The weed-destroying robots are set to be trialed on 20 UK farms across 2020 in partnership with the National Trust Wimpole Estate and Waitrose Leckford Estate. The Small Robot Company hopes to offer a commercial service in 2021.

Source: Small Robot Company

7 comments
Bob Stuart
I'd like to see a system that remembers or marks its own plantings, so all else are weeds without sophisticated recognition. Local beacons can make precision easy. I've heard that when weeds are young, a single nick from a laser will wilt them. Robots should be able to analyse soil and do complex companion planting, crowding out weeds with a permaculture.
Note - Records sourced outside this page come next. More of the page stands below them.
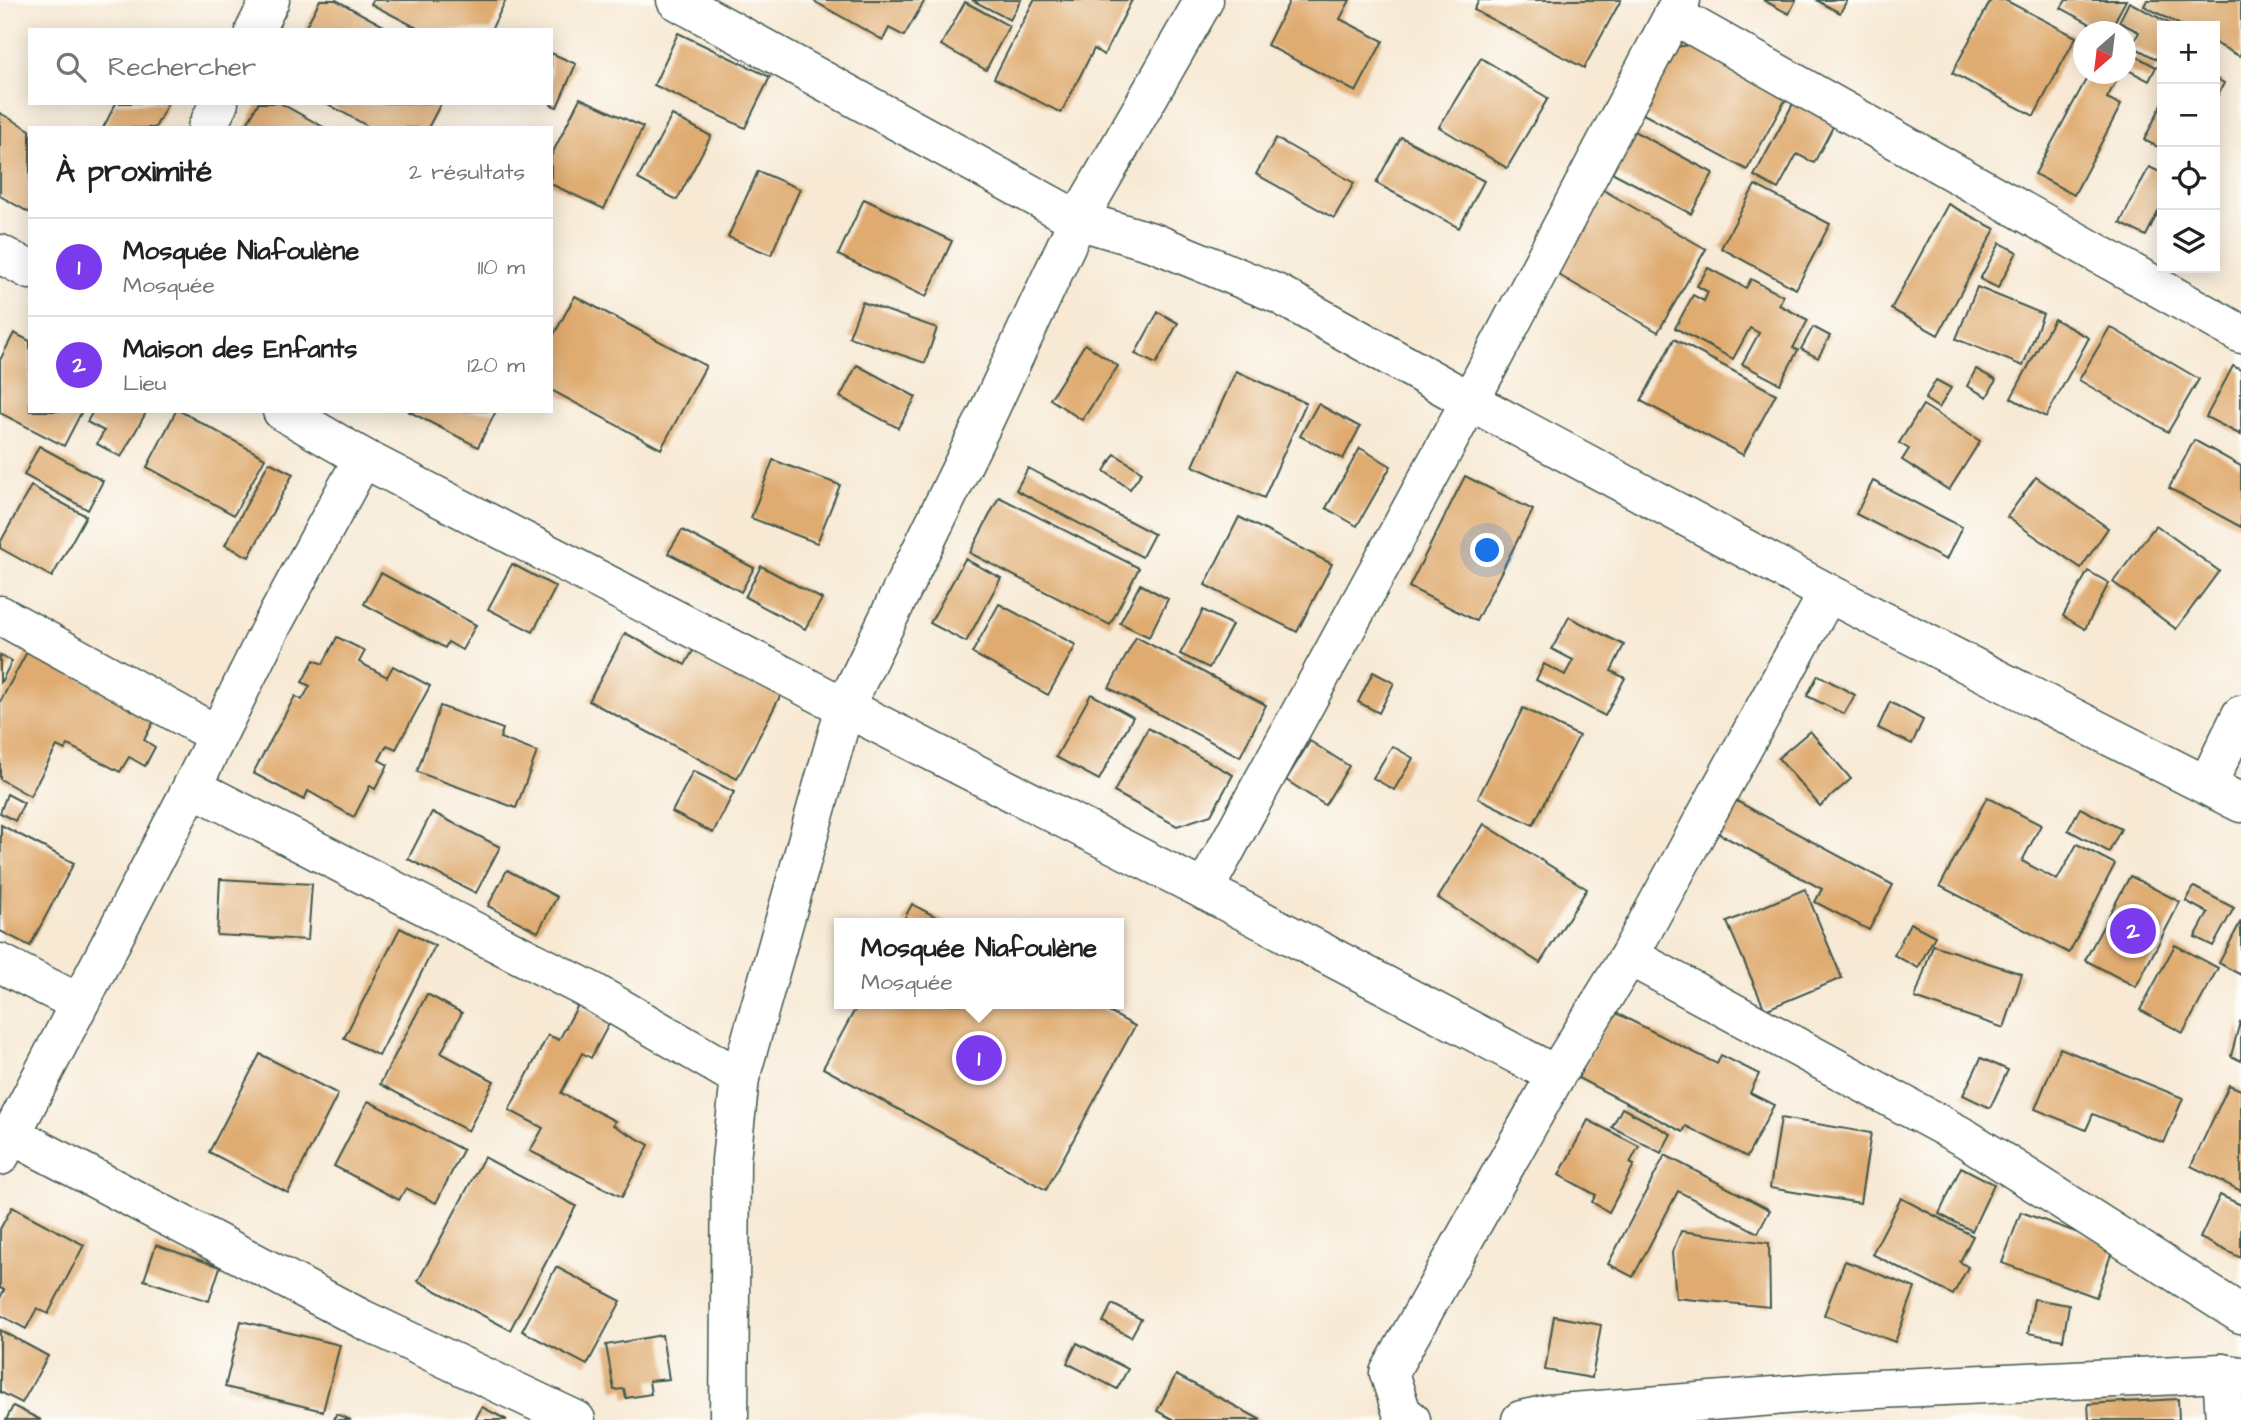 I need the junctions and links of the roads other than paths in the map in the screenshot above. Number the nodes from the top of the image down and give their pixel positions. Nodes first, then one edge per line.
1 (270, 0) edge
2 (676, 0) edge
3 (1203, 0) edge
4 (1678, 7) edge
5 (256, 28) edge
6 (218, 105) edge
7 (208, 126) edge
8 (1078, 220) junction
9 (0, 254) edge
10 (28, 269) edge
11 (2241, 334) edge
12 (1470, 401) junction
13 (285, 413) edge
14 (363, 458) junction
15 (1828, 593) junction
16 (0, 615) edge
17 (845, 708) junction
18 (2241, 715) edge
19 (217, 735) junction
20 (2207, 785) junction
21 (192, 788) junction
22 (2241, 803) edge
23 (1204, 890) junction
24 (1629, 956) junction
25 (0, 963) edge
26 (79, 1003) junction
27 (1556, 1075) junction
28 (740, 1077) junction
29 (6, 1146) edge
30 (2241, 1314) edge
31 (2232, 1375) edge
32 (1837, 1406) edge
33 (1538, 1418) edge
34 (576, 1420) edge
35 (729, 1420) edge
36 (1411, 1420) edge
37 (2225, 1420) edge

1 - 5 street
2 - 8 street
3 - 8 street
4 - 11 street
4 - 12 street
6 - 7 street
8 - 12 street
8 - 17 street
9 - 10 street
12 - 15 street
12 - 23 street
13 - 14 street
14 - 17 street
14 - 19 street
15 - 20 street
15 - 24 street
16 - 19 street
17 - 23 street
17 - 28 street
18 - 20 street
19 - 21 street
20 - 22 street
21 - 26 street
21 - 28 street
23 - 27 street
24 - 27 street
24 - 30 street
25 - 26 street
26 - 29 street
27 - 36 street
28 - 35 street
29 - 34 street
31 - 32 street
31 - 37 street
32 - 33 street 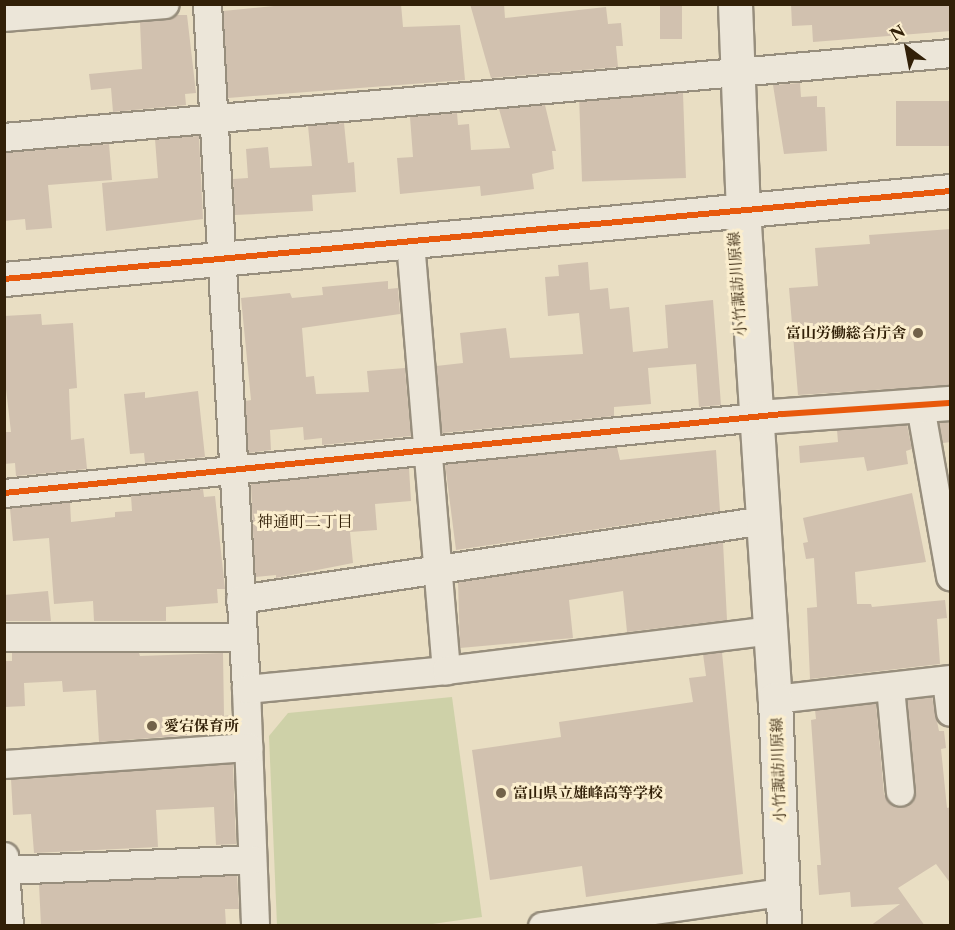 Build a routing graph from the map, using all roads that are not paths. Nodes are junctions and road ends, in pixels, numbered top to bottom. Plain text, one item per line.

They can harvest at the peak hour, and compare results with a worldwide database, saving the best seeds and improving the soil by mulching, etc. I hope that the next generations will be small enough to work from narrow paths in deep shade.
FB36
This seems like a much better solution than using any chemicals against weeds! (How about a handheld zapper for people to use in their yards/gardens?)
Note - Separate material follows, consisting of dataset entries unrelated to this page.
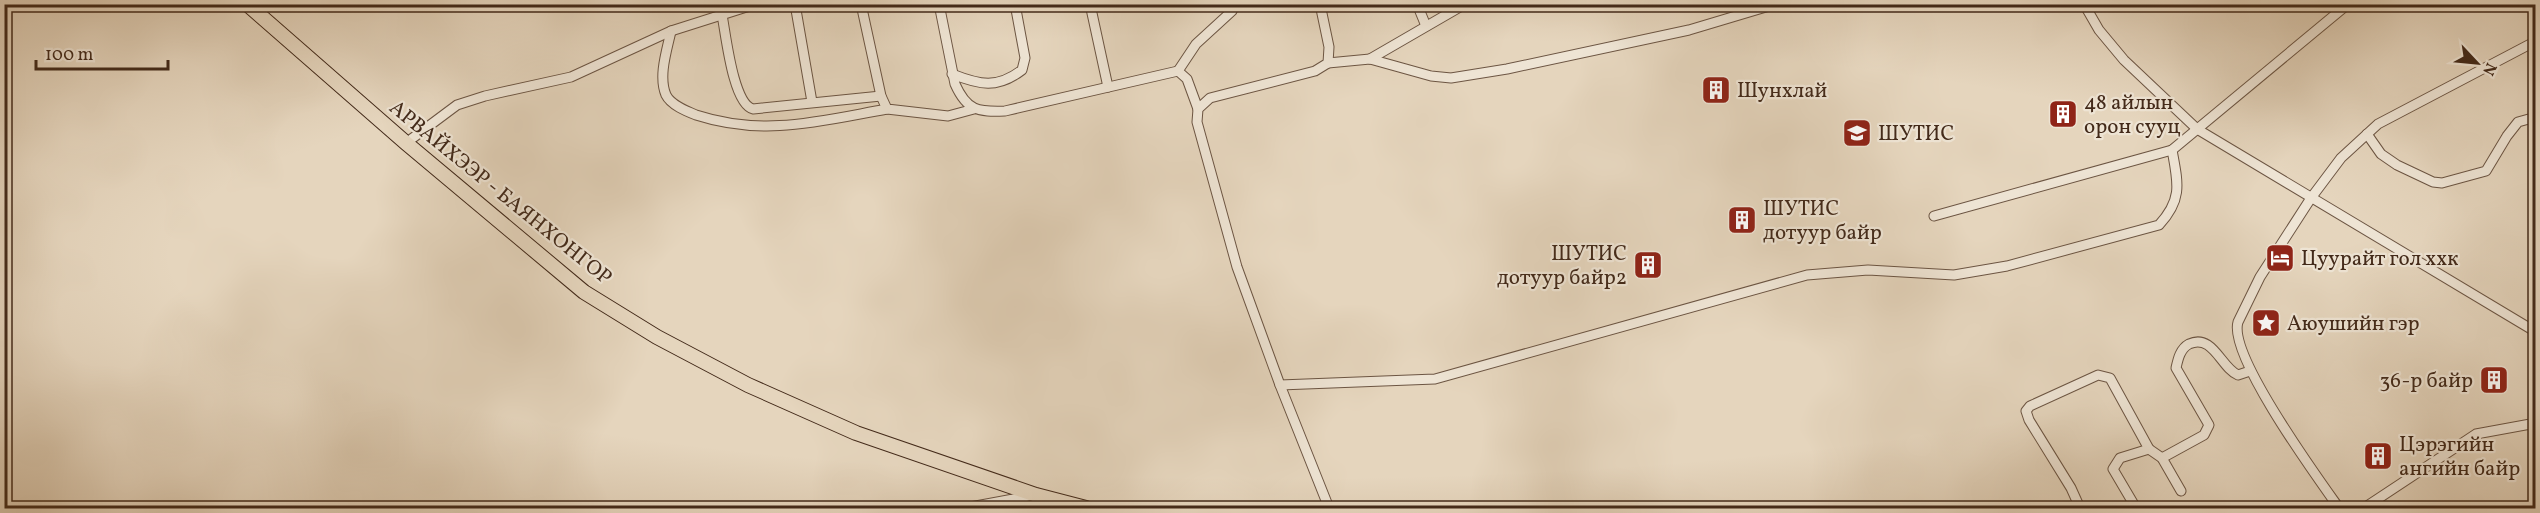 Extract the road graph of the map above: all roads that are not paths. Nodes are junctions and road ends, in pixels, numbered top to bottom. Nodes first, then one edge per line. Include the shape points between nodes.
1 (247, 4) edge
2 (756, 4) edge
3 (795, 4) edge
4 (861, 4) edge
5 (939, 4) edge
6 (1015, 4) edge
7 (1090, 4) edge
8 (1235, 4) edge
9 (1320, 4) edge
10 (1417, 4) edge
11 (1465, 4) edge
12 (1776, 4) edge
13 (2084, 4) edge
14 (2348, 4) edge
15 (722, 15) junction
16 (1426, 26) junction
17 (671, 31) junction
18 (2535, 41) edge
19 (1370, 59) junction
20 (1328, 63) junction
21 (1178, 71) junction
22 (952, 74) junction
23 (1108, 87) junction
24 (881, 96) junction
25 (812, 102) junction
26 (887, 109) junction
27 (974, 109) junction
28 (1198, 109) junction
29 (2535, 117) edge
30 (2197, 129) junction
31 (2367, 134) junction
32 (406, 143) junction
33 (2172, 150) junction
34 (2311, 198) junction
35 (1934, 216) dead end
36 (2535, 332) edge
37 (2250, 370) junction
38 (1280, 385) junction
39 (2535, 423) edge
40 (2149, 449) junction
41 (2162, 458) junction
42 (2181, 491) dead end
43 (1036, 495) junction
44 (966, 508) edge
45 (1086, 508) edge
46 (1329, 508) edge
47 (2064, 508) edge
48 (2080, 508) edge
49 (2136, 508) edge
50 (2339, 508) edge
51 (2364, 508) edge

1 - 32 highway, АРВАЙХЭЭР - БАЯНХОНГОР
2 - 15 street
3 - 25 street
4 - 24 street
5 - 22 street
6 - 22 street via 1025,58 1022,70 992,85
7 - 23 street
8 - 21 street via 1196,44
9 - 20 street via 1329,47
10 - 16 street
11 - 16 street
12 - 19 street via 1689,30 1451,78
13 - 30 street via 2124,60
14 - 30 street
15 - 17 street
15 - 25 street via 736,85 747,108
16 - 19 street
17 - 26 street via 664,64 666,94 689,113 766,128
17 - 32 street via 571,77 457,105
18 - 31 street via 2378,124
19 - 20 street
20 - 28 street via 1315,71 1210,98
21 - 23 street
21 - 28 street via 1187,79
22 - 27 street via 960,95
23 - 27 street via 1005,111
24 - 25 street
24 - 26 street
26 - 27 street via 948,116
28 - 38 street via 1197,122 1237,267
29 - 31 street via 2518,122 2486,171 2442,183 2397,165 2381,154
30 - 33 street
30 - 34 street
31 - 34 street via 2341,158
32 - 43 highway, АРВАЙХЭЭР - БАЯНХОНГОР via 584,292 657,337 856,433
33 - 35 street
33 - 38 street via 2177,199 2159,225 2018,263 1954,275 1868,270 1807,275 1436,379
34 - 36 street
34 - 37 street via 2260,277 2238,322 2237,333
37 - 41 street via 2233,373 2206,344 2185,347 2176,368 2209,425 2204,435
37 - 50 street
38 - 46 street
39 - 51 street via 2476,434
40 - 41 street
40 - 48 street via 2110,378 2104,375 2030,406 2026,411 2029,420
40 - 49 street via 2120,458 2112,469
41 - 42 street
43 - 44 street
43 - 45 highway, АРВАЙХЭЭР - БАЯНХОНГОР
47 - 48 street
Maybe also similar solutions possible against agricultural insect/worm infestations (using electricity/laser/ultrasound)?



paul314
Killing from the root up sounds like a great idea, especially in contrast to cutting or pulling weeds, where the taproot just grows again.
Expanded Viewpoint
Last year I tried this with a bush that was growing from the neighbor's yard under and through my wooden fence line. I used a drywall screw to make a connection into the stalk of the bush and ran the hot leg of a power cord to it. I used my Variac to reduce the voltage from 120 down to about 90, and after several days the bush was seen to be dying as the leaves turned red, but I didn't leave it hooked up long enough and the bush recovered, so I just cut the damn thing down. I just looked at it again, and I don't see any new shoots coming off of it, but it might just be dormant now that winter is here. If I see any new growth, will take more action.
Signguy
Chemical companies will fight this...
ljaques
As soon as it is proven to work, I'm sure that some company (MonKaffKaffSatanKaff) will buy 'em out. But depending on the "lightning", I'm wondering how all those little anaerobic darlings are going to get along. I know my little microbes wouldn't like it at all. There goes your little mycorrhizal latticework!
Titus
Amazing if they can make it work. Apply a residual weedkiller and than this robot machine to pick off what comes up. Wonder how much variability there is between weeds for this treatment and how much energy it takes. If cost competes with chemicals there will be a large market for these robots.